Reconciliation − within the heart of the person and within community − is something that people can experience. As Jesuits, we talk of reconciliation and justice. What can happen within the heart of a person or the heart of a community matters.
Lessons learned in community-based research
In the upland indigenous communities where this case study is focused in northern Mindanao in the Philippines, they are transitioning from traditional food and life security in the forest to developing community capacities and skills.
These are critical as they seek to engage with local government and the global economy in terms of what the communities want to be and how they want to manage their ancestral domains.
The present datu (leader) in the village of Bendum, working with the affirmation of the tribal council, brought the community past the difficulties of the last 60 years when they were coming out of the logging years. After the logging in the 1980s and ‘90s, there was significant rural community focus in national development. Today, the community’s activities are now being built in a very different world, with a very different generation in the face of economic development.
These 10 points are drawn from community gatherings in recent years:
1. Communities may have difficulty in expressing what they actually want and what commitment they will make to work together. Patience and presence for a significant time are needed to encourage, but not to lead.
2. Indigenous interests need consolidation to strengthen community activities and claims.
3. Community mapping opens many conversations, integrates small areas with the larger landscape, and can translate local knowledge that government may use in order to respond.
4. Ecological services as understood scientifically can be used to illustrate the inherent and integral cultural values and knowledge.
5. Cultural knowledge is cosmic and though there are weak links, it is more acceptable than the broader scientific conceptual framework that does not share a sense of value.
6. Youth accompaniment is essential to enable reflection and allow them experiment and see something different they may want to work with and pursue.
7. Youth programs can be sustained to facilitate learning, to work together, and to develop the capacities to implement activities and achieve objectives.
8. Research does not solve an immediate problem or abuse but helps understand and shape a new context.
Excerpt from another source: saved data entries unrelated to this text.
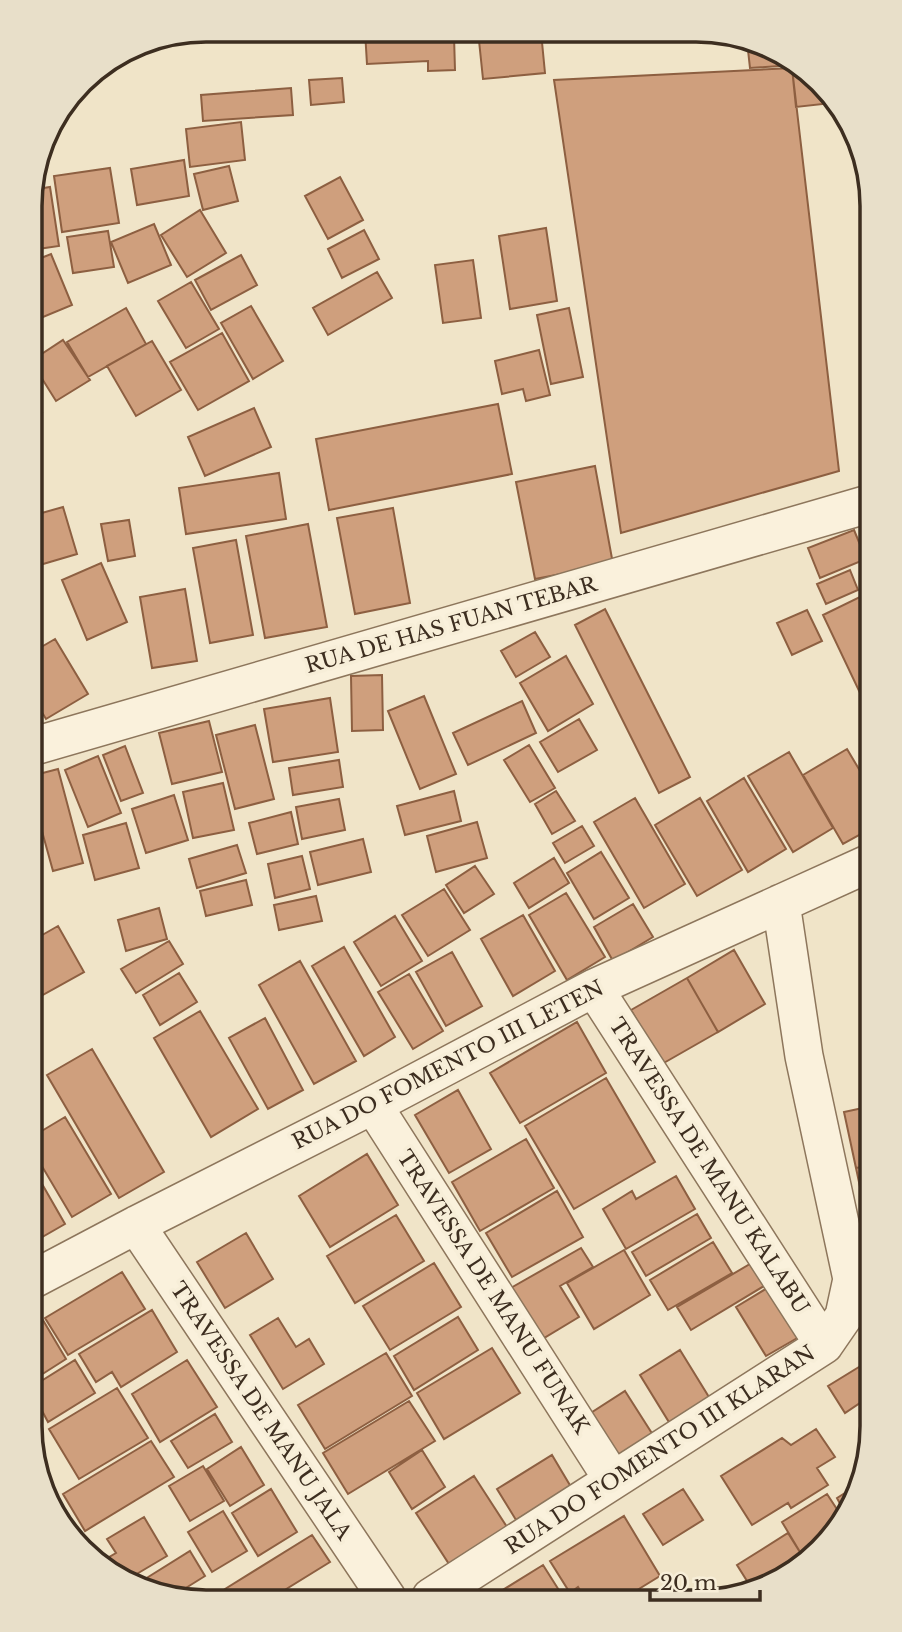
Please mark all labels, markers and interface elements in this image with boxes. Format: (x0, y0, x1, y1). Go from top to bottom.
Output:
street label: RUA DE HAS FUAN TEBAR (302, 570, 601, 679)
street label: RUA DO FOMENTO III LETEN (288, 975, 608, 1155)
street label: TRAVESSA DE MANU KALABU (603, 1013, 815, 1319)
street label: TRAVESSA DE MANU FUNAK (391, 1145, 595, 1439)
street label: TRAVESSA DE MANU JALA (165, 1277, 358, 1545)
street label: RUA DO FOMENTO III KLARAN (500, 1340, 820, 1560)
scale bar (650, 1558, 760, 1602)
text: 20 m (660, 1570, 717, 1596)

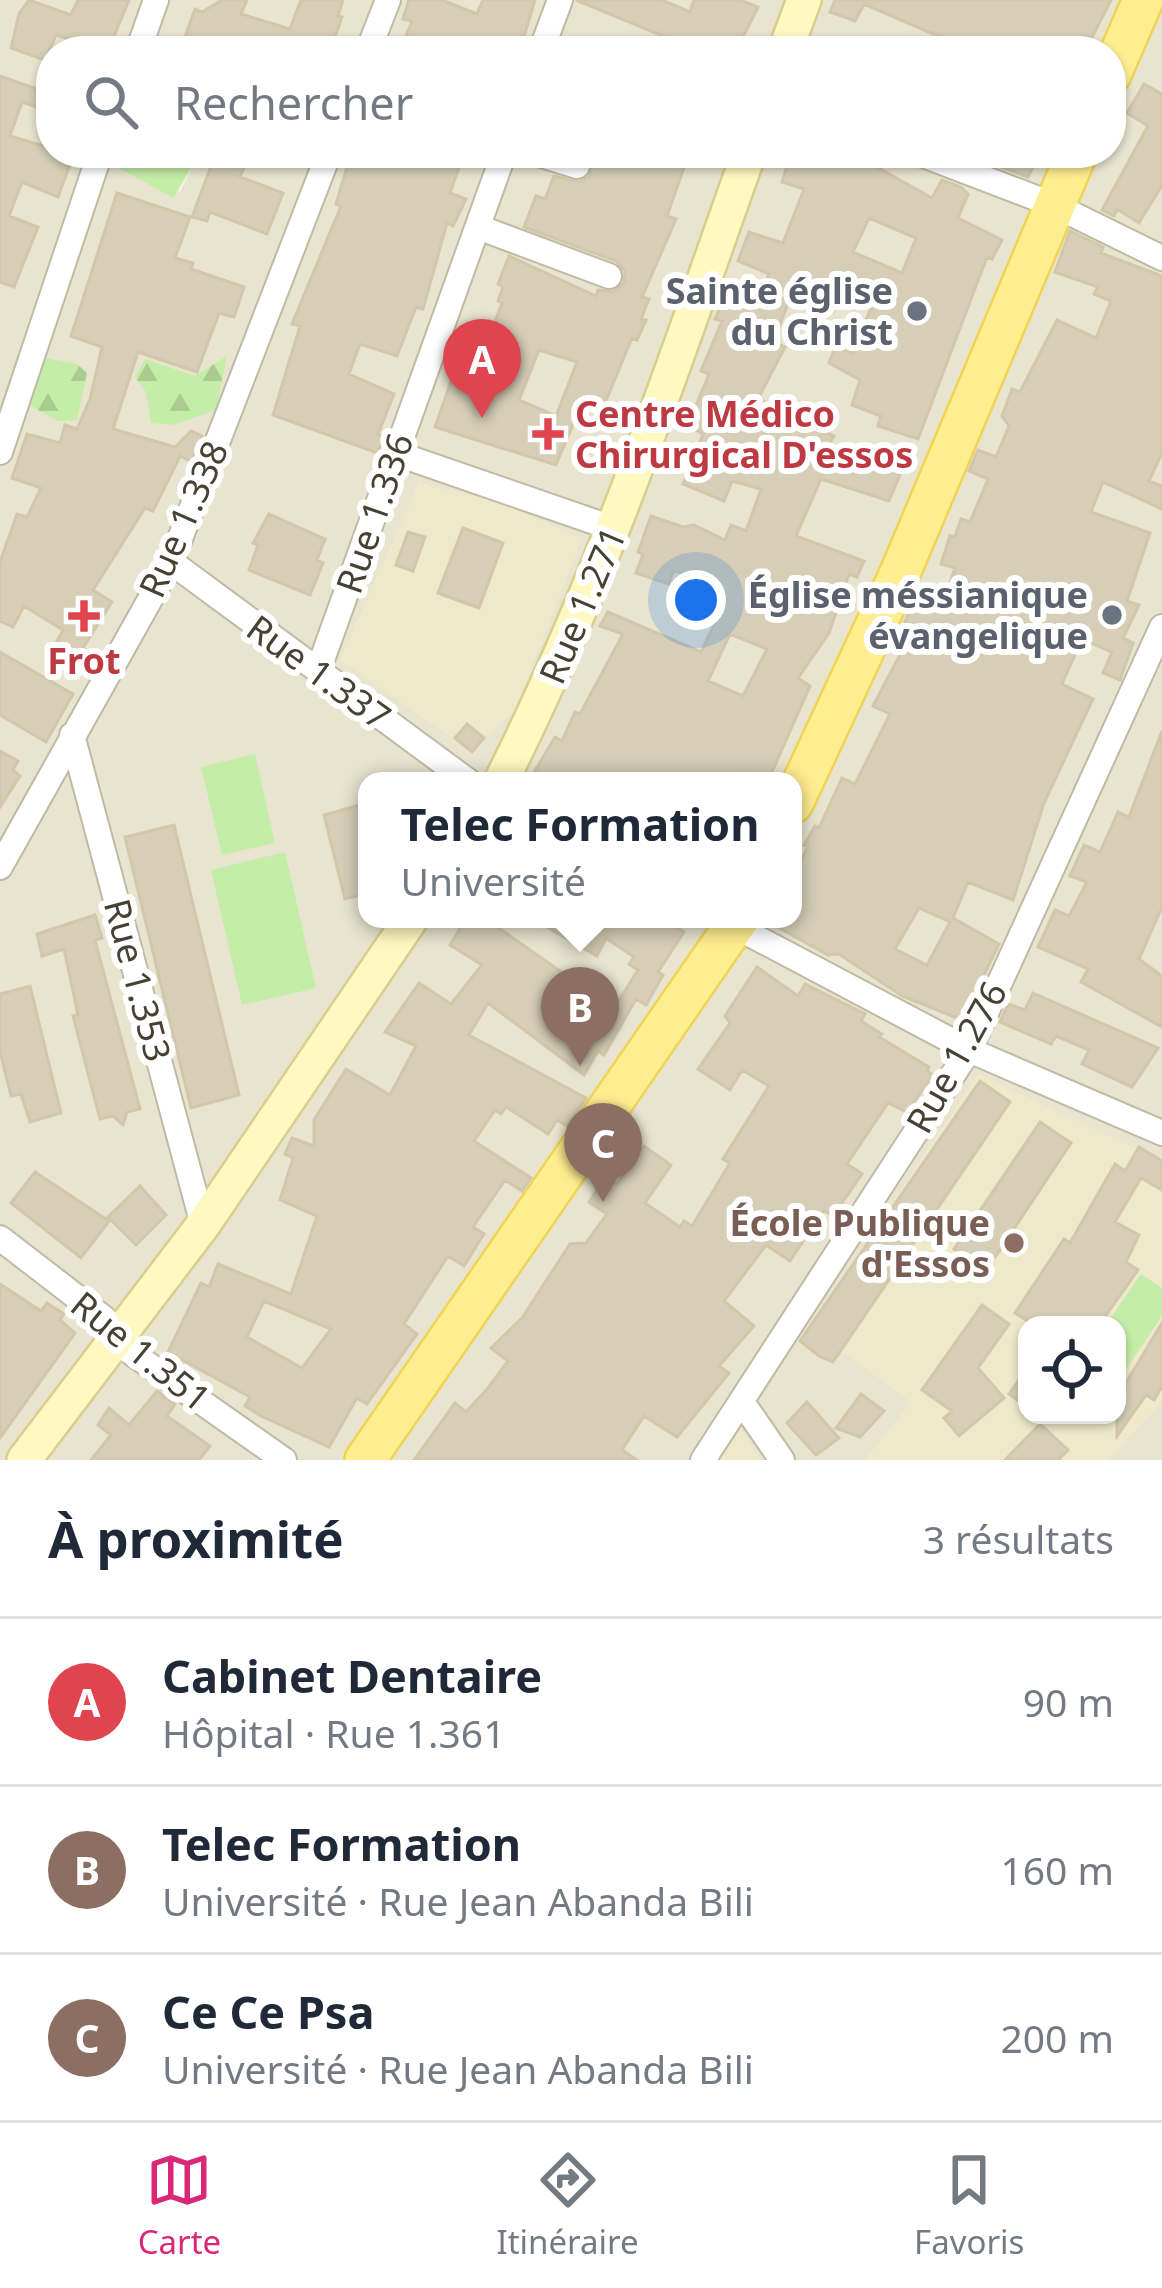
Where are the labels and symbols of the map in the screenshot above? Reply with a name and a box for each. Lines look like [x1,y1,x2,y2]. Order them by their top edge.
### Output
place label: Sainte église du Christ [666,266,893,356]
marker: Sainte église du Christ [904,298,930,324]
pin: A [443,319,521,418]
place label: Centre Médico Chirurgical D'essos [575,389,913,479]
marker: Centre Médico Chirurgical D'essos [532,418,564,450]
street label: Rue 1.336 [324,426,424,600]
street label: Rue 1.338 [127,433,239,605]
street label: Rue 1.271 [527,519,637,691]
your location [666,570,726,630]
place label: Église méssianique évangelique [748,570,1088,660]
marker: Frot [68,600,100,632]
marker: Église méssianique évangelique [1099,602,1125,628]
street label: Rue 1.337 [237,603,401,741]
place label: Frot [47,636,121,685]
street label: Rue 1.353 [93,893,183,1067]
pin: B [541,967,619,1066]
street label: Rue 1.276 [894,972,1018,1142]
pin: C [564,1103,642,1202]
place label: École Publique d'Essos [730,1198,990,1288]
marker: École Publique d'Essos [1001,1230,1027,1256]
street label: Rue 1.351 [61,1280,221,1422]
9. As activities are ongoing, the community’s silent affirmation by means of presence and daily support needs to be acknowledged in the work. This quiet community affirmation also serves as a continuous “open word” for those not (yet) joining.
10. In this particular context of Bendum village, it has taken a lot to engage government services.
The work has now passed on to a group of youth who have both a sense of the broader economy and of community. In accompanying this generation of today, there is talk of Generation 2050 and the question asked is: What will these youth be able to hand on in 2050 at the age of 70 to their grandchildren?
Pedro Walpole SJ, Research Director at the Environmental Science for Social Change (ESSC) and Ecojesuit Global Coordinator, shared these reflections and lessons learned from the Philippines. It is one of the case studies presented at the Community-Based Research in Environmental Justice at Jesuit Universities: A pre-conference workshop for Jesuit-affiliated colleagues at Loyola University Chicago.
The Association of Jesuit Colleges and Universities (AJCU) organized this workshop on 12 March 2020 that brought together practitioners of community-based research and hosted by Loyola University Chicago-Institute of Environmental Sustainability. Around 30 participants from India, Nicaragua, Philippines, Sri Lanka, and the US joined the workshop. All cases shared were about how the participation of local people in socio-environmental research have helped communities move towards achieving sustainable development goals.